“Different not less”.
Being a mum of an autistic girl is challenging, rewarding, devastating and an emotional rollercoaster. Their ability to mask, mimic and cope, holding it all in until they feel safe. It’s well documented but little understood. Unless you have experienced it , you can symphasise but not emphasise.
Continually self-defeated, trying, wanting, needing to get the right support yet constantly hitting a brick wall. This is the Phoenix Effect: the ability to rise again, stronger ready to battle, “I will be heard”.
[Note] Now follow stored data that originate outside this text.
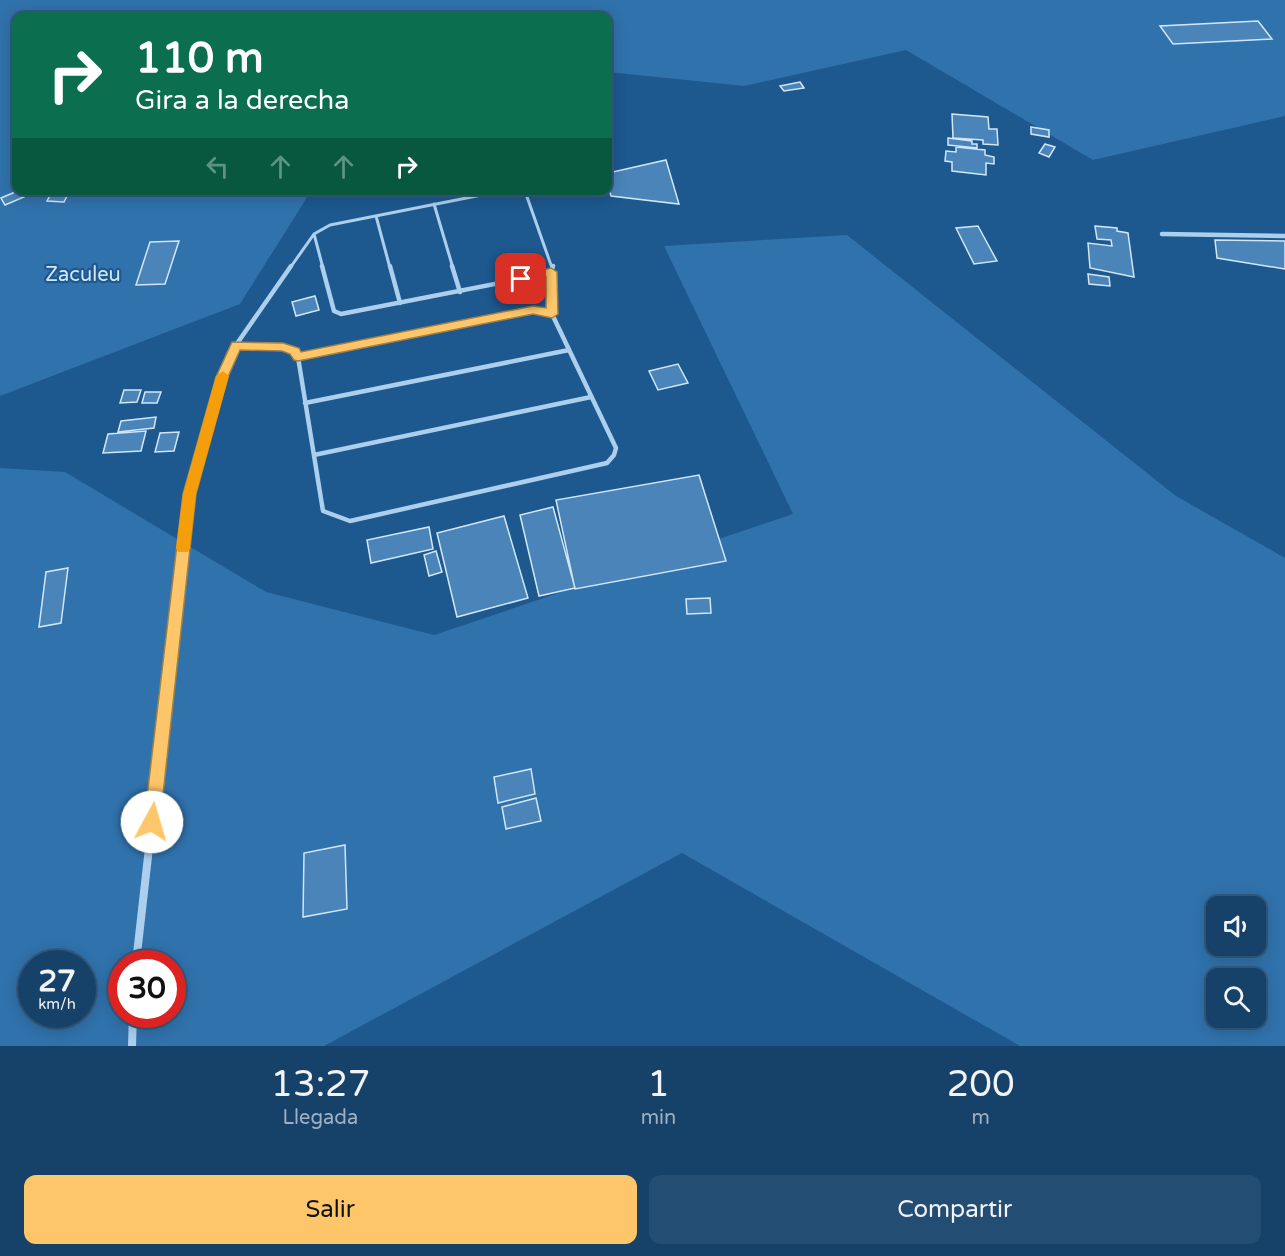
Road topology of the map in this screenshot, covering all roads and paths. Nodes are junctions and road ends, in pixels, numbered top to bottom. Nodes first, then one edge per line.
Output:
1 (481, 195) edge
2 (526, 195) edge
3 (434, 204) junction
4 (376, 216) junction
5 (314, 234) junction
6 (1162, 234) dead end
7 (1285, 236) edge
8 (551, 272) junction
9 (460, 292) junction
10 (400, 303) junction
11 (552, 314) junction
12 (236, 345) junction
13 (569, 350) junction
14 (298, 357) junction
15 (591, 397) junction
16 (305, 403) junction
17 (314, 455) junction
18 (137, 950) edge
19 (133, 1028) edge
20 (132, 1046) edge

1 - 3 lane
2 - 8 lane
3 - 4 lane
3 - 9 lane
4 - 5 lane
4 - 10 lane
5 - 10 lane
5 - 12 lane
6 - 7 street
8 - 9 lane
8 - 11 lane
9 - 10 lane
11 - 13 lane
11 - 14 lane
12 - 14 lane
12 - 18 street
13 - 15 lane
13 - 16 lane
14 - 16 lane
15 - 17 lane
15 - 17 lane
16 - 17 lane
19 - 20 street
As a parent of two children with additional and opposing needs, days are never the same. Getting the balance between the sensory seeker and the sensory avoider, finding my calm in the storm. Balancing the brook with the whirlwind swirling through, completely indifferent to the screams of “Be Quiet!, I’ve had enough!”. One of the hardest challenges is knowing how sensitive her hearing is, that noise causes actual pain and constantly trying to limit her squawking, seeking sibling. Calmly cuddling one after the other has physically lashed out again in complete sensory overload and frustration. Taking photos, memories of them rarely playing together nicely. Just being kids.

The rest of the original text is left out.